Beberapa petani berlahan sempit, pada umumnya tidak memiliki hubungan khusus dengan grader sehingga mereka membawa hasil panennya kepada pedagang perantara (bakul). Strategi yang digunakan adalah dengan menitipkan hasil panen tembakaunya kepada petani lain yang telah memiliki hubungan baik dengan grader. Harapannya adalah dia akan memperoleh harga yang tinggi karena tembakaunya dijual oleh petani yang telah dipercaya.

Sistem nitip dibangun atas dasar saling percaya dan adanya moral ekonomi untuk membantu petani lain. Oleh karena itu, tidak ada perhitungan yang pasti antara hak dan kwajiban yang harus dipenuhi oleh kedua belah pihak. Apabila harganya tinggi, maka petani yang menitipkan tembakau akan memberikan uang pengganti transportasi dan kuli angkut sebesar ±Rp. 100.000,00/keranjang atau merelakan 2 kg tembakaunya untuk diberikan kepada petani yang membantu menjual. Sementara pada saat harga anjlok, biasanya mereka tidak memberikan apapun melainkan adanya hubungan sosial yang baik antara petani yang satu dengan petani lainnya.

Woolcock dalam Bebbington et al (2006) membedakan tipe modal sosial menjadi tiga yaitu: pertama; bounding social capital, dicirikan adanya ikatan yang kuat diantara anggota atau diantara anggota keluarga dalam kelompok etnik tertentu. Kedua, Social Bridging, dicirikan oleh adanya hubungan yang inklusif dengan kelompok dari luar komunitas atau etnik. Ketiga; Social linking, modal sosial dibangun pada tataran yang lebih luas, misalnya: hubungan dengan status sosial yang berbeda. Mendasarkan diri pada pemikiran Woolcock tersebut, dapat dilihat bahwa salah satu strategi yang dibangun oleh petani tembakau dalam upaya melakukan keberlanjutan sistem nafkahnya adalah tidak hanya mengandalkan bounding social capital tetapi juga social bridging.

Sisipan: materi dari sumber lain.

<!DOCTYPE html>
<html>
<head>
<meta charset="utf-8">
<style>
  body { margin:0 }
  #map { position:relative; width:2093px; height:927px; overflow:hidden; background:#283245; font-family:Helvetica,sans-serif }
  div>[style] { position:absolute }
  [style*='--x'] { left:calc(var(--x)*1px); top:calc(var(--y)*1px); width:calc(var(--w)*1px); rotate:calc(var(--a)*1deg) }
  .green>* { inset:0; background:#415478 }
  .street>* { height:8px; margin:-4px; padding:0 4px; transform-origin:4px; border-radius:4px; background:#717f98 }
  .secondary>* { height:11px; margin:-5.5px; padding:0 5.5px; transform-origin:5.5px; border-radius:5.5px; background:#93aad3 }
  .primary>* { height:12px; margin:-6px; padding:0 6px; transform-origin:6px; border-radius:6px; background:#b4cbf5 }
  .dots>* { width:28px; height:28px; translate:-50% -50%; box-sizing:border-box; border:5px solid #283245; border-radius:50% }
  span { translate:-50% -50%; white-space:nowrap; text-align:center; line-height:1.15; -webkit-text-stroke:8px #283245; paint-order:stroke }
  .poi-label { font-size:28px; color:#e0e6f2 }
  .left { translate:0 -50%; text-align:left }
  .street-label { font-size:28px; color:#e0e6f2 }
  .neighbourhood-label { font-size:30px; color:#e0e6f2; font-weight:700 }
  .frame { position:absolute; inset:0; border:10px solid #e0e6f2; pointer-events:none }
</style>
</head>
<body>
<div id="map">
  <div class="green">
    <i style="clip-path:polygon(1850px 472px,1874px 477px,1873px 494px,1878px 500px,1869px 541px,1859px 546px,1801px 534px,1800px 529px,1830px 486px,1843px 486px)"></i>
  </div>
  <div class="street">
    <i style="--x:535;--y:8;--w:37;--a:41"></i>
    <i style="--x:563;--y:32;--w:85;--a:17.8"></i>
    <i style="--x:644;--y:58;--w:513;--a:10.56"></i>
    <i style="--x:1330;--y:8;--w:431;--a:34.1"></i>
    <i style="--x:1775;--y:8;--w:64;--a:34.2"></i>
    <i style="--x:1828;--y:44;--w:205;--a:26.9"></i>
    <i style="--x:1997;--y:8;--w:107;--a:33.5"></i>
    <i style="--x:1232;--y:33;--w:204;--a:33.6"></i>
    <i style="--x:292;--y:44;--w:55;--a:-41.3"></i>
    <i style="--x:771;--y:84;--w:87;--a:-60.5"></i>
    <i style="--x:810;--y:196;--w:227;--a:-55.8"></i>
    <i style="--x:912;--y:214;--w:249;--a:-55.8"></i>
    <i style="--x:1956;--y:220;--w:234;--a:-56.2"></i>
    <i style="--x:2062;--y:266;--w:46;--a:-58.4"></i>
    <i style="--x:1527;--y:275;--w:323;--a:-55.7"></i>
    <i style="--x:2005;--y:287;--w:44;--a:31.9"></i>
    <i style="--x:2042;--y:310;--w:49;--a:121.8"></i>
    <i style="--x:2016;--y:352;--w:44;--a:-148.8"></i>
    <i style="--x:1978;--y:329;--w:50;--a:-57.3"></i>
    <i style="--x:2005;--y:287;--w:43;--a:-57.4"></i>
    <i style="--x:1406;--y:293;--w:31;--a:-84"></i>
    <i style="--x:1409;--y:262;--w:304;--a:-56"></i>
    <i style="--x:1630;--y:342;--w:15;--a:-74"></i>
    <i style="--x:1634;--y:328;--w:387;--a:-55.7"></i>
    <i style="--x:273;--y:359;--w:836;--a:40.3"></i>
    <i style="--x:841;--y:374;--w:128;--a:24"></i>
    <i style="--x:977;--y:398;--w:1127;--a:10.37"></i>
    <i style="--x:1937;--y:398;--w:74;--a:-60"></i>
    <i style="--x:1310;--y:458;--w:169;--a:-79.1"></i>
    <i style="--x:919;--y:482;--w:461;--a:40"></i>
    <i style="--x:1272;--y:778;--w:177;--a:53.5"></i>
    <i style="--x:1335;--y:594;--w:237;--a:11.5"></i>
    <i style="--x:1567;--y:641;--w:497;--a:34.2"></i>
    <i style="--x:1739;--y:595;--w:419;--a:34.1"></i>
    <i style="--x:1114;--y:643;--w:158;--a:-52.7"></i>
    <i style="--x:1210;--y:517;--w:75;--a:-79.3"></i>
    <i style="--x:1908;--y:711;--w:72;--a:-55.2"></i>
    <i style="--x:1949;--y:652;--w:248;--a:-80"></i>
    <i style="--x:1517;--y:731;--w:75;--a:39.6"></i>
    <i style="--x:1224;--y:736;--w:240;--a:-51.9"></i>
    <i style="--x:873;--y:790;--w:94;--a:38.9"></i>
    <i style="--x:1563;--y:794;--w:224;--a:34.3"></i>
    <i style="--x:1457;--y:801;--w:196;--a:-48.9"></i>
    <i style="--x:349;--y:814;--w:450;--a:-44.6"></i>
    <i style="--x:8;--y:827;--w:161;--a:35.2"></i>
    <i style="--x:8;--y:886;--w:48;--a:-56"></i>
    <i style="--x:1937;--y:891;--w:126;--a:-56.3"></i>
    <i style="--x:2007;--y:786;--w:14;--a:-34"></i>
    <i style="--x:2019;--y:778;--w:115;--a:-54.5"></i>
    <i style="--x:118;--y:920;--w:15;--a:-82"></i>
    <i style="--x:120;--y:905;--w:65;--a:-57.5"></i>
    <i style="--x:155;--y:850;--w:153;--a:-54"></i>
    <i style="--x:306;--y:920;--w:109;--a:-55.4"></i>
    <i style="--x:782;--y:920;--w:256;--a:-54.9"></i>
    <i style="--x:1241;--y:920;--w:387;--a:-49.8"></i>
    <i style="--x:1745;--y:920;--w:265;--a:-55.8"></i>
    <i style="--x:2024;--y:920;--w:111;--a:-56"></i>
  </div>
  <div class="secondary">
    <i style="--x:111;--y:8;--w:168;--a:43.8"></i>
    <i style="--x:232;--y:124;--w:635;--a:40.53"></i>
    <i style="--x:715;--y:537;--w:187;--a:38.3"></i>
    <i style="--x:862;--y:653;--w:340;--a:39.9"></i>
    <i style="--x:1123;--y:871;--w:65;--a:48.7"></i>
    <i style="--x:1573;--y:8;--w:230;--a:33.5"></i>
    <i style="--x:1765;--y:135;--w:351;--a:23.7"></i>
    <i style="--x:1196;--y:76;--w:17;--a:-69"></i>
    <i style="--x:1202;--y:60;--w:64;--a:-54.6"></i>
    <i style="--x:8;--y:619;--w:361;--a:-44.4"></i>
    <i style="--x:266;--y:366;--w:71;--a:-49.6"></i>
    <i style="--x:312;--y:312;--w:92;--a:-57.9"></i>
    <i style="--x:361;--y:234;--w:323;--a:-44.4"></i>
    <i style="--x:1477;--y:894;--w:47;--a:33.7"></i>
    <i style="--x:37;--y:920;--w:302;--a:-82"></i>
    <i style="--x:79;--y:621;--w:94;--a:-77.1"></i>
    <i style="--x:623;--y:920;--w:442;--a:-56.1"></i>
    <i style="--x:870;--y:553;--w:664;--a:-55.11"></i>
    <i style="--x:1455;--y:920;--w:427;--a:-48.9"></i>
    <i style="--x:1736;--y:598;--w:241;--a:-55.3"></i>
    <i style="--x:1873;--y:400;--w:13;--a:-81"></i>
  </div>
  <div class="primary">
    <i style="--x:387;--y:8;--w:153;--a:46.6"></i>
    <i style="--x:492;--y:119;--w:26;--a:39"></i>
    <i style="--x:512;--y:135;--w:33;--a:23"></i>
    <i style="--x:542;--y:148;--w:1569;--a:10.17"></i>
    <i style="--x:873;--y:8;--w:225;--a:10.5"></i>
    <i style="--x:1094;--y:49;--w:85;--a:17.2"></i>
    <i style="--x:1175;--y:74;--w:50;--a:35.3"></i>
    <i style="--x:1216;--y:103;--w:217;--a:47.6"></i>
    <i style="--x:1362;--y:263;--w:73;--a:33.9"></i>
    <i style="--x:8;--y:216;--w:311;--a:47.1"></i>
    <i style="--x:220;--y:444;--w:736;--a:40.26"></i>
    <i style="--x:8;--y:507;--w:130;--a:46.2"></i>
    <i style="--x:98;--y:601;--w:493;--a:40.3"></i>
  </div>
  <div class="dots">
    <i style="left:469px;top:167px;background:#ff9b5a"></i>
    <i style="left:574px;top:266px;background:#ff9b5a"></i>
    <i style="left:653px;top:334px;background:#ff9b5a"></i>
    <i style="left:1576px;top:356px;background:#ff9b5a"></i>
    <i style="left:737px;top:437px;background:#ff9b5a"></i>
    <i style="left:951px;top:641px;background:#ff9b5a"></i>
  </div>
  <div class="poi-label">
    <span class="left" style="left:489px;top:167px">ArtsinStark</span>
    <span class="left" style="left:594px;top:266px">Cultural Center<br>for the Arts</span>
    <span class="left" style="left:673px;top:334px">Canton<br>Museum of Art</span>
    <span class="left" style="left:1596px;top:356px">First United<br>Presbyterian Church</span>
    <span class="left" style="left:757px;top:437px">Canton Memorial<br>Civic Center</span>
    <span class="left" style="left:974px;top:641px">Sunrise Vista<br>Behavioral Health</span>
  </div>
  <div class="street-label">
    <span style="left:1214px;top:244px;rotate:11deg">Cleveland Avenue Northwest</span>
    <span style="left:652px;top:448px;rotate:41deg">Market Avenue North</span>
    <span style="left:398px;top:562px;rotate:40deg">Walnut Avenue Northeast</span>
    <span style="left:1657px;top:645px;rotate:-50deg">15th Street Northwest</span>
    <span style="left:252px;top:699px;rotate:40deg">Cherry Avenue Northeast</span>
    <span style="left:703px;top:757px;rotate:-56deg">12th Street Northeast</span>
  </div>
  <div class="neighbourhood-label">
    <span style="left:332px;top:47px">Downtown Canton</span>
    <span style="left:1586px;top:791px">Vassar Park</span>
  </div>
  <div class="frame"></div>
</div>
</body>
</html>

Berjalannya solidaritas vertikal menunjukkan bahwa kesempatan mengakses

social bridging atau social linking tidak serta merta meninggalkan hubungan pada level yang lebih kecil. Ikatan yang kuat pada level etnik yang lebih sempit memberikan kesempatan kepada petani yang tidak mampu mengakses modal sosial pada level yang lebih luas. Strategi solidaritas vertikal mampu menerobos struktur yang menghambat akses petani kepada grader.